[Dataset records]
■ ■ ■
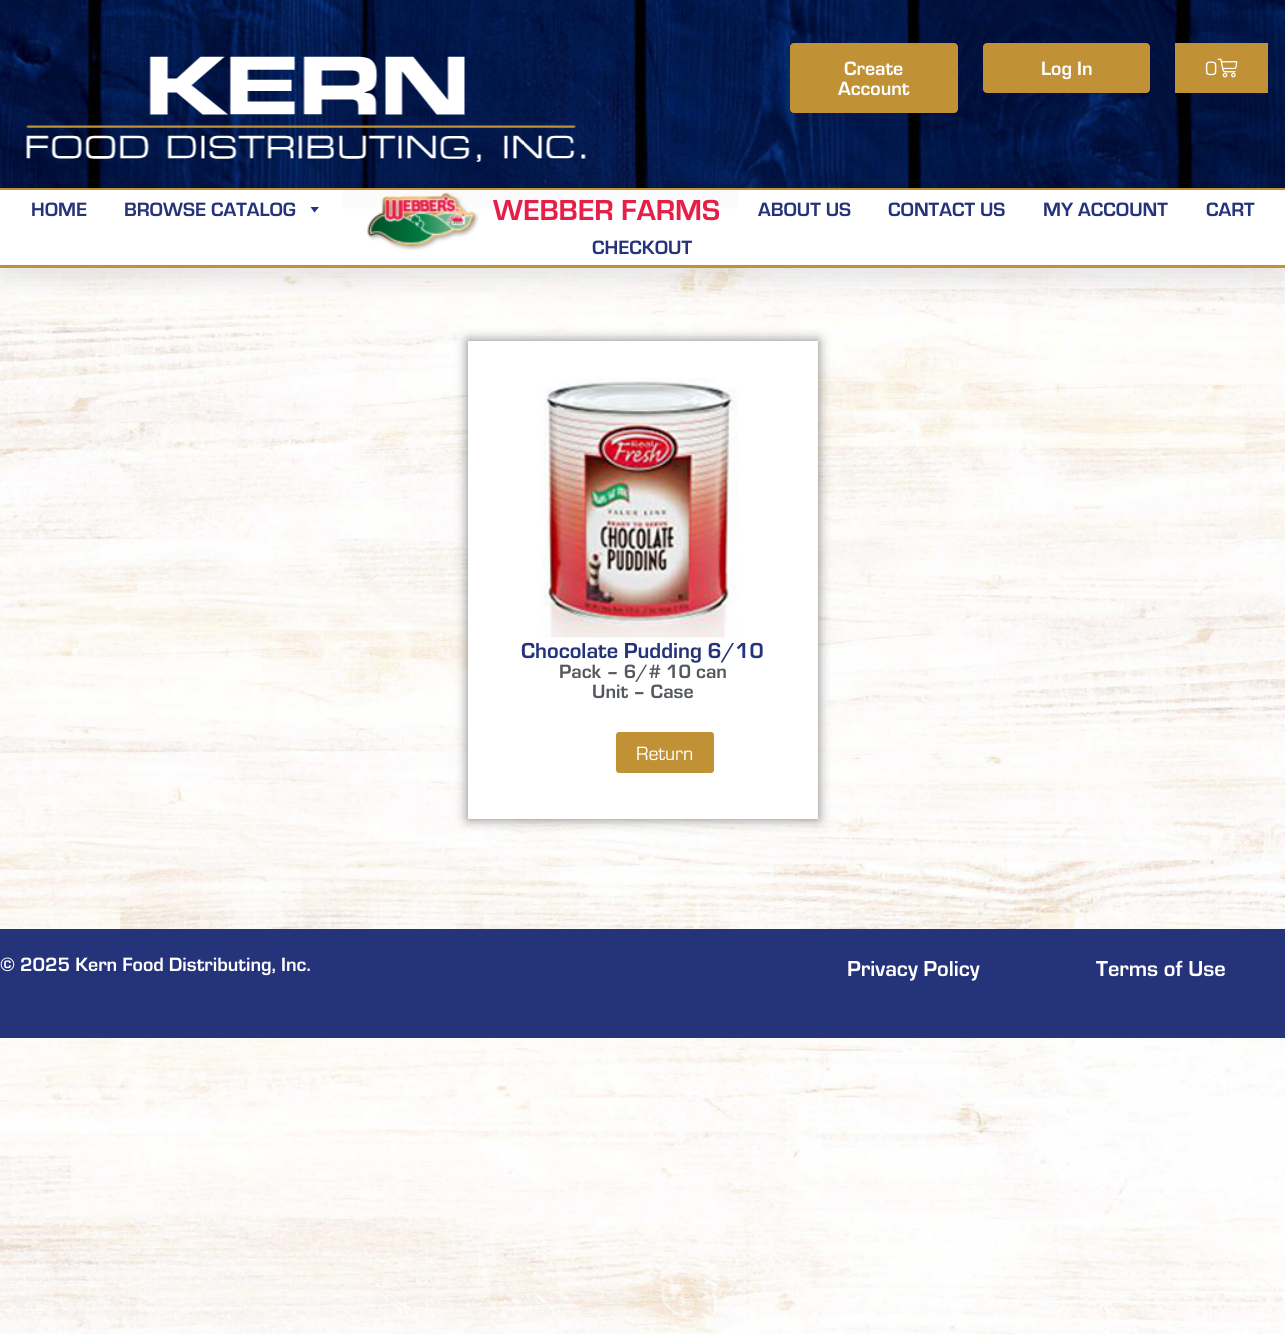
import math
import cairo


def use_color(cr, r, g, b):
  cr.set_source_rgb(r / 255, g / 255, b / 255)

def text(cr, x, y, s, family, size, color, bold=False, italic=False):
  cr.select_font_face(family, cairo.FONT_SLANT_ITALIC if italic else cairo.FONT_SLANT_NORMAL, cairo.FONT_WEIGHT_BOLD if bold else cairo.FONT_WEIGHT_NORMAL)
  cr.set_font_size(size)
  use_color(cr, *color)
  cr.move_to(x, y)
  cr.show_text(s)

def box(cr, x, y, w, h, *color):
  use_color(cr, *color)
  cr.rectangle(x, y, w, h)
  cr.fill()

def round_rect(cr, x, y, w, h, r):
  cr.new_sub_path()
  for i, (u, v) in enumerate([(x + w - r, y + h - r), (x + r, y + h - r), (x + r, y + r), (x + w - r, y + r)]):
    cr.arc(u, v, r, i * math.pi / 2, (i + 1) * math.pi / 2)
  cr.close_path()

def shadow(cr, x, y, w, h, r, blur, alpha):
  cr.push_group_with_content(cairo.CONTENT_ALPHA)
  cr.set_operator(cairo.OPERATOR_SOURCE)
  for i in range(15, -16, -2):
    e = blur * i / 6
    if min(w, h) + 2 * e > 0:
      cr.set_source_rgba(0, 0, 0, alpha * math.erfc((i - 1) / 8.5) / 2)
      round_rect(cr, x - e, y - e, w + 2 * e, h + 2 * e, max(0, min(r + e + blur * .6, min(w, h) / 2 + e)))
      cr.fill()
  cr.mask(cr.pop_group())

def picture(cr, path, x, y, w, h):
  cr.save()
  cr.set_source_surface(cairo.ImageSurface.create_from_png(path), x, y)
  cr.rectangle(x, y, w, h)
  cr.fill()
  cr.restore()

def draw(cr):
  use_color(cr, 255, 255, 255)
  cr.paint()
  picture(cr, "img_01.png", 0, 268, 1285, 1066)
  use_color(cr, 0, 0, 0)
  shadow(cr, 0, 13, 1285, 267, 0, 12.5, 0.1)
  picture(cr, "img_02.png", 0, 0, 1285, 188)
  picture(cr, "img_03.png", 26, 56, 560, 106)
  use_color(cr, 193, 145, 54)
  round_rect(cr, 790, 43, 168, 70, 4)
  cr.fill()
  round_rect(cr, 983, 43, 167, 50, 4)
  cr.fill()
  box(cr, 1175, 43, 93, 50, 193, 145, 54)
  picture(cr, "img_04.png", 1217, 58, 21, 20)
  box(cr, 0, 188, 1285, 2, 193, 145, 54)
  box(cr, 0, 265, 1285, 3, 193, 145, 54)
  box(cr, 0, 190, 1285, 75, 255, 255, 255)
  use_color(cr, 37, 51, 122)
  cr.new_path()
  cr.move_to(319, 207)
  cr.line_to(314.5, 212.5)
  cr.line_to(310.5, 207)
  cr.close_path()
  cr.fill()
  gradient = cairo.LinearGradient(541, 190, 541, 228)
  gradient.add_color_stop_rgba(0, 0.98, 0.98, 0.98, 1)
  gradient.add_color_stop_rgba(1, 1, 1, 1, 1)
  cr.set_source(gradient)
  cr.rectangle(343, 190, 396, 19)
  cr.fill()
  picture(cr, "img_05.png", 367, 192, 112, 59)
  use_color(cr, 0, 0, 0)
  shadow(cr, 468, 341, 350, 478, 0, 6, 0.5)
  box(cr, 468, 341, 350, 478, 255, 255, 255)
  picture(cr, "img_06.png", 539, 378, 199, 260)
  use_color(cr, 193, 145, 54)
  round_rect(cr, 615.5, 731.5, 99, 42, 3.5)
  cr.fill_preserve()
  use_color(cr, 255, 255, 255)
  cr.set_line_width(1)
  cr.stroke()
  box(cr, 0, 929, 1285, 109, 37, 51, 122)
  text(cr, 844, 75, "Create", "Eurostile", 20, (255, 255, 255), bold=True)
  text(cr, 838, 95, "Account", "Eurostile", 20, (255, 255, 255), bold=True)
  text(cr, 1041, 75, "Log In", "Eurostile", 20, (255, 255, 255), bold=True)
  text(cr, 1205, 75, "0", "Eurostile", 20, (255, 255, 255))
  text(cr, 31, 216, "HOME", "Eurostile", 20, (37, 51, 122), bold=True)
  text(cr, 124, 216, "BROWSE CATALOG", "Eurostile", 20, (37, 51, 122), bold=True)
  text(cr, 493, 220, "WEBBER FARMS", "Eurostile", 30, (230, 31, 70), bold=True)
  text(cr, 758, 216, "ABOUT US", "Eurostile", 20, (37, 51, 122), bold=True)
  text(cr, 888, 216, "CONTACT US", "Eurostile", 20, (37, 51, 122), bold=True)
  text(cr, 1043, 216, "MY ACCOUNT", "Eurostile", 20, (37, 51, 122), bold=True)
  text(cr, 1206, 216, "CART", "Eurostile", 20, (37, 51, 122), bold=True)
  text(cr, 592, 254, "CHECKOUT", "Eurostile", 20, (37, 51, 122), bold=True)
  text(cr, 521, 658, "Chocolate Pudding 6/10", "Eurostile", 22.5, (37, 51, 122), bold=True)
  text(cr, 559, 678, "Pack – 6/# 10 can", "Eurostile", 20, (84, 89, 95), bold=True)
  text(cr, 592, 698, "Unit – Case", "Eurostile", 20, (84, 89, 95), bold=True)
  text(cr, 636, 760, "Return", "Eurostile", 20, (255, 255, 255))
  text(cr, 0, 971, "© 2025 Kern Food Distributing, Inc.", "Eurostile", 20, (255, 255, 255), bold=True)
  text(cr, 847, 976, "Privacy Policy", "Eurostile", 22.5, (255, 255, 255), bold=True)
  text(cr, 1096, 976, "Terms of Use", "Eurostile", 22.5, (255, 255, 255), bold=True)


surface = cairo.ImageSurface(cairo.FORMAT_RGB24, 1285, 1334)
cr = cairo.Context(surface)
options = cairo.FontOptions()
options.set_hint_metrics(cairo.HINT_METRICS_OFF)
options.set_hint_style(cairo.HINT_STYLE_NONE)
cr.set_font_options(options)
cr.set_miter_limit(4)
draw(cr)
surface.write_to_png("out.png")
■ ■ ■
### Task objective
Going back to the entries above, set down exactly the lines that begin at the one with "cr.set_font_size(size)" and end at the one with "cr.set_source_rgba(0, 0, 0, alpha", both included, and nothing else.

### Solved exercise
  cr.set_font_size(size)
  use_color(cr, *color)
  cr.move_to(x, y)
  cr.show_text(s)

def box(cr, x, y, w, h, *color):
  use_color(cr, *color)
  cr.rectangle(x, y, w, h)
  cr.fill()

def round_rect(cr, x, y, w, h, r):
  cr.new_sub_path()
  for i, (u, v) in enumerate([(x + w - r, y + h - r), (x + r, y + h - r), (x + r, y + r), (x + w - r, y + r)]):
    cr.arc(u, v, r, i * math.pi / 2, (i + 1) * math.pi / 2)
  cr.close_path()

def shadow(cr, x, y, w, h, r, blur, alpha):
  cr.push_group_with_content(cairo.CONTENT_ALPHA)
  cr.set_operator(cairo.OPERATOR_SOURCE)
  for i in range(15, -16, -2):
    e = blur * i / 6
    if min(w, h) + 2 * e > 0:
      cr.set_source_rgba(0, 0, 0, alpha * math.erfc((i - 1) / 8.5) / 2)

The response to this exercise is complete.